Fourth, this model consumes huge quantities of resources—a problem that the recent explosive growth of AI has only compounded. Google, Meta, and other digital firms store and process huge quantities of user data and run millions of auctions each second to sell every nook and cranny of their sites to advertisers—not merely one auction for each page at each point in time but one auction for each page at each point in time for each unique visitor. On the same site at the same moment, the marketing content a retired Asian American doctor sees will likely be very different from what a white college freshman gets. These ad machines require huge quantities of electricity, and the Big Tech data center owners, for all their green P.R., will take it from any source, clean or not. Surveilling users and selling us ads also means individual devices use more energy than they would otherwise. The energy requirements of Big Tech for surveillance advertising and other purposes make achieving greenhouse gas emissions reduction goals that much more difficult.

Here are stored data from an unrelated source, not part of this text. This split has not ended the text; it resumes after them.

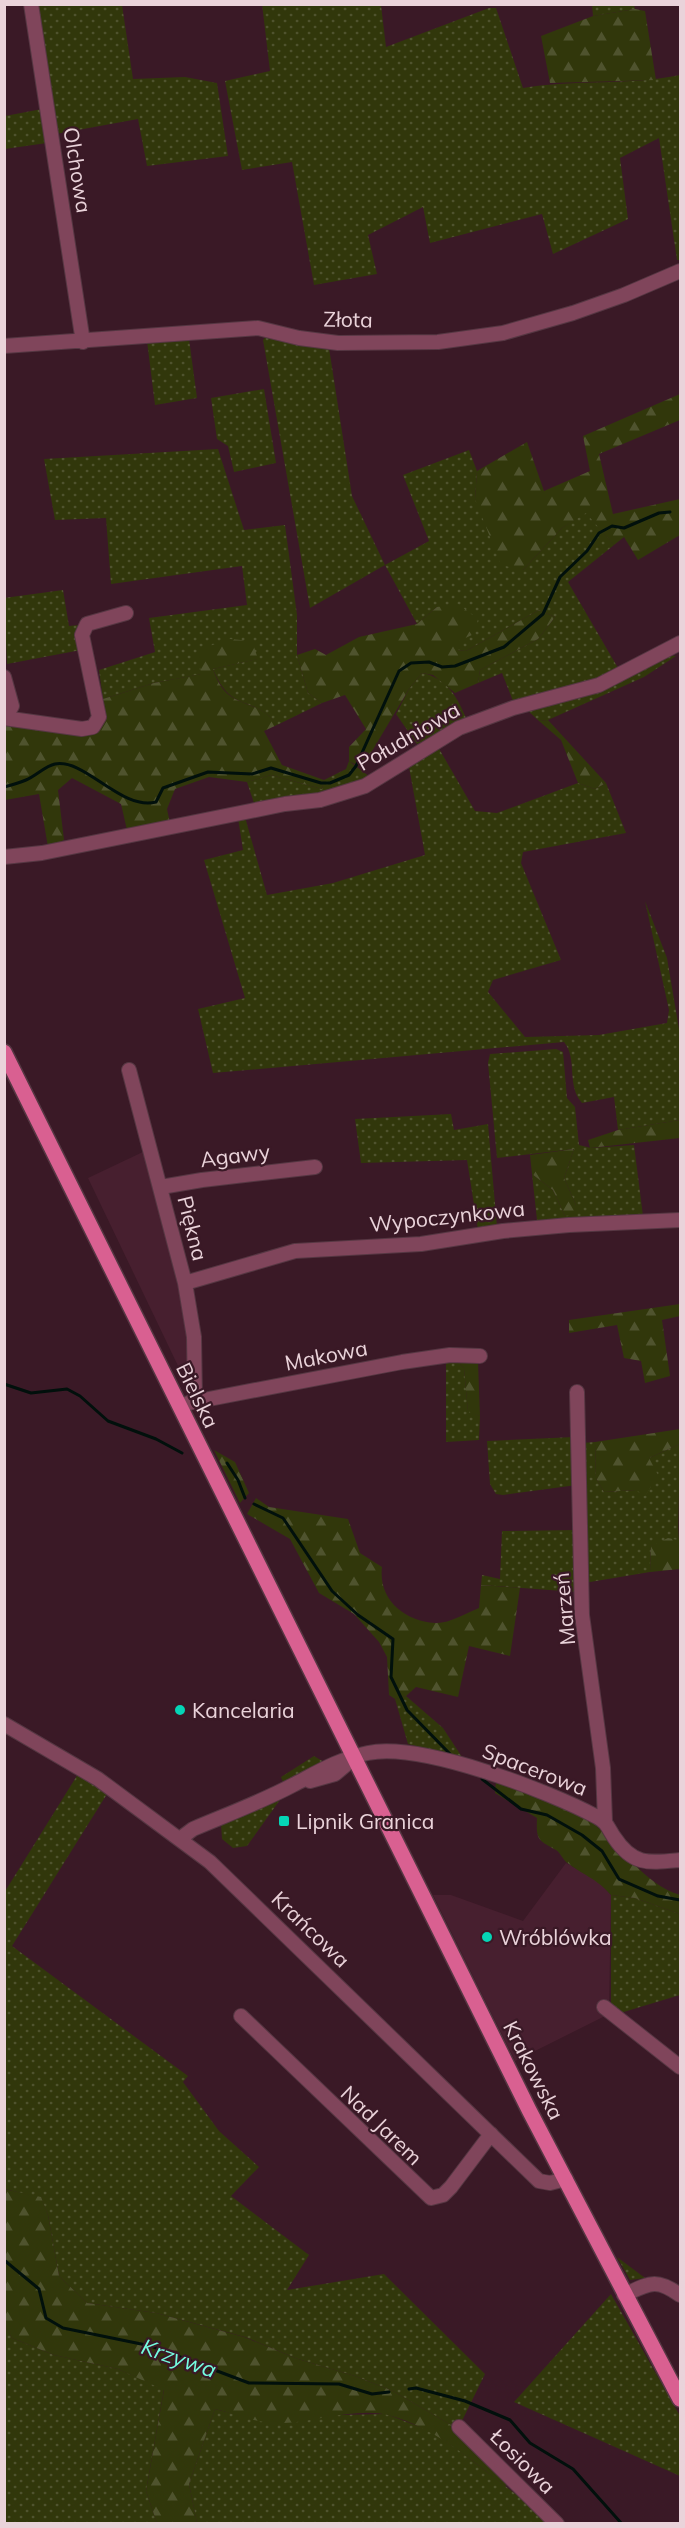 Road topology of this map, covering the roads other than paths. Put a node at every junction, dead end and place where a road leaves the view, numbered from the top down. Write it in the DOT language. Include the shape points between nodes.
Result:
graph roads {
  1 [pos="31,4"];
  2 [pos="681,270"];
  3 [pos="83,342"];
  4 [pos="4,346"];
  5 [pos="126,613"];
  6 [pos="681,643"];
  7 [pos="4,677"];
  8 [pos="5,718"];
  9 [pos="4,857"];
  10 [pos="4,1052"];
  11 [pos="129,1070"];
  12 [pos="315,1167"];
  13 [pos="161,1187"];
  14 [pos="681,1220"];
  15 [pos="186,1283"];
  16 [pos="480,1356"];
  17 [pos="577,1392"];
  18 [pos="195,1400"];
  19 [pos="180,1406"];
  20 [pos="4,1724"];
  21 [pos="354,1758"];
  22 [pos="605,1821"];
  23 [pos="181,1839"];
  24 [pos="681,1860"];
  25 [pos="604,2007"];
  26 [pos="241,2016"];
  27 [pos="681,2067"];
  28 [pos="491,2134"];
  29 [pos="566,2179"];
  30 [pos="624,2295"];
  31 [pos="681,2295"];
  32 [pos="681,2399"];
  33 [pos="459,2427"];
  34 [pos="557,2523"];
  1 -- 3 [label="street, Olchowa"];
  2 -- 3 [label="street, Złota" via="573,313 503,333 438,342 338,342 258,328"];
  3 -- 4 [label="street, Złota"];
  5 -- 8 [label="street" via="87,624 82,635 99,717 93,727 82,729"];
  6 -- 9 [label="street, Południowa" via="599,685 513,708 459,728 365,786 320,800"];
  7 -- 8 [label="street" via="12,706"];
  10 -- 19 [label="main road, Bielska"];
  11 -- 13 [label="street, Piękna"];
  12 -- 13 [label="street, Agawy"];
  13 -- 15 [label="street, Piękna"];
  14 -- 15 [label="street, Wypoczynkowa" via="569,1225 421,1244 295,1251"];
  15 -- 18 [label="street, Piękna" via="194,1337"];
  16 -- 18 [label="street, Makowa" via="450,1355 402,1362"];
  17 -- 22 [label="street, Marzeń" via="582,1615 603,1768"];
  18 -- 19 [label="street, Makowa"];
  19 -- 21 [label="main road, Bielska"];
  20 -- 23 [label="street, Krańcowa" via="98,1779"];
  21 -- 22 [label="street, Spacerowa" via="392,1752 461,1764 570,1802"];
  21 -- 23 [label="street, Spacerowa" via="330,1764 292,1786 193,1829"];
  21 -- 29 [label="main road, Krakowska"];
  22 -- 24 [label="street, Spacerowa" via="621,1848 640,1861"];
  23 -- 28 [label="street, Krańcowa" via="294,1941"];
  25 -- 27 [label="street"];
  26 -- 28 [label="street, Nad Jarem" via="431,2198 443,2195 451,2187"];
  28 -- 29 [label="street, Krańcowa" via="539,2181"];
  29 -- 30 [label="main road, Krakowska"];
  30 -- 31 [label="street" via="646,2284 659,2283"];
  30 -- 32 [label="main road, Krakowska"];
  33 -- 34 [label="street, Łosiowa"];
}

Further, data centers use substantial amounts of water to cool their computers. In one exurban county in the Atlanta metropolitan area, a Meta data center accounted for 10 percent of total daily water consumption and contributed to impaired water quality and higher rates for households.
In addition to straining the grid and water supplies, these companies pull engineers and statisticians into the arms race of figuring out how to serve up ads with greater accuracy. At a societal level, does this sound like a wise use of human ingenuity?
Despite all the changes that have occurred since January 20, including on
antitrust, the Trump DOJ and FTC continue to pursue the cases against Google and Meta. This should not come as a complete surprise because the first Trump administration filed the original complaints in the Google search and Meta matters in late 2020. While right-wing economic populism has proven largely to be rhetorical and not substantive, this administration’s interest in curtailing the power of two of the tech giants appears real.
Judges Mehta, Brinkema, and Boasberg may be on the verge of slimming down Google and Meta as corporate entities. Breaking up these companies will have tangible benefits. For instance, ending Google’s stranglehold on digital advertising tools could allow more ad dollars to flow to newspapers and other media and support more real journalism. But even if the three judges order radical corporate restructurings, the moneymaking model of Google and Meta, as well as that of independent DoubleClick, Instagram, and WhatsApp (a newcomer to targeted advertising), will remain intact.
State and federal lawmakers should view surveillance advertising as the next problem to tackle. To be sure, we must recognize that online ads are not inherently problematic and can fund digital content, reducing or eliminating the need for sites to charge subscription fees.
But the mechanics of ad delivery matter. Marketing material targeted based on constant and ongoing tracking of a user is different from promotions related to the content of a page. Ads hawking Commanders and Nationals tickets on the home page of a site dedicated to Washington-area sports rely on context, instead of systematic monitoring of each visitor. Rather than banning online advertising entirely, legislators should say no to the creepiness that drives the bulk of publicity on the internet today.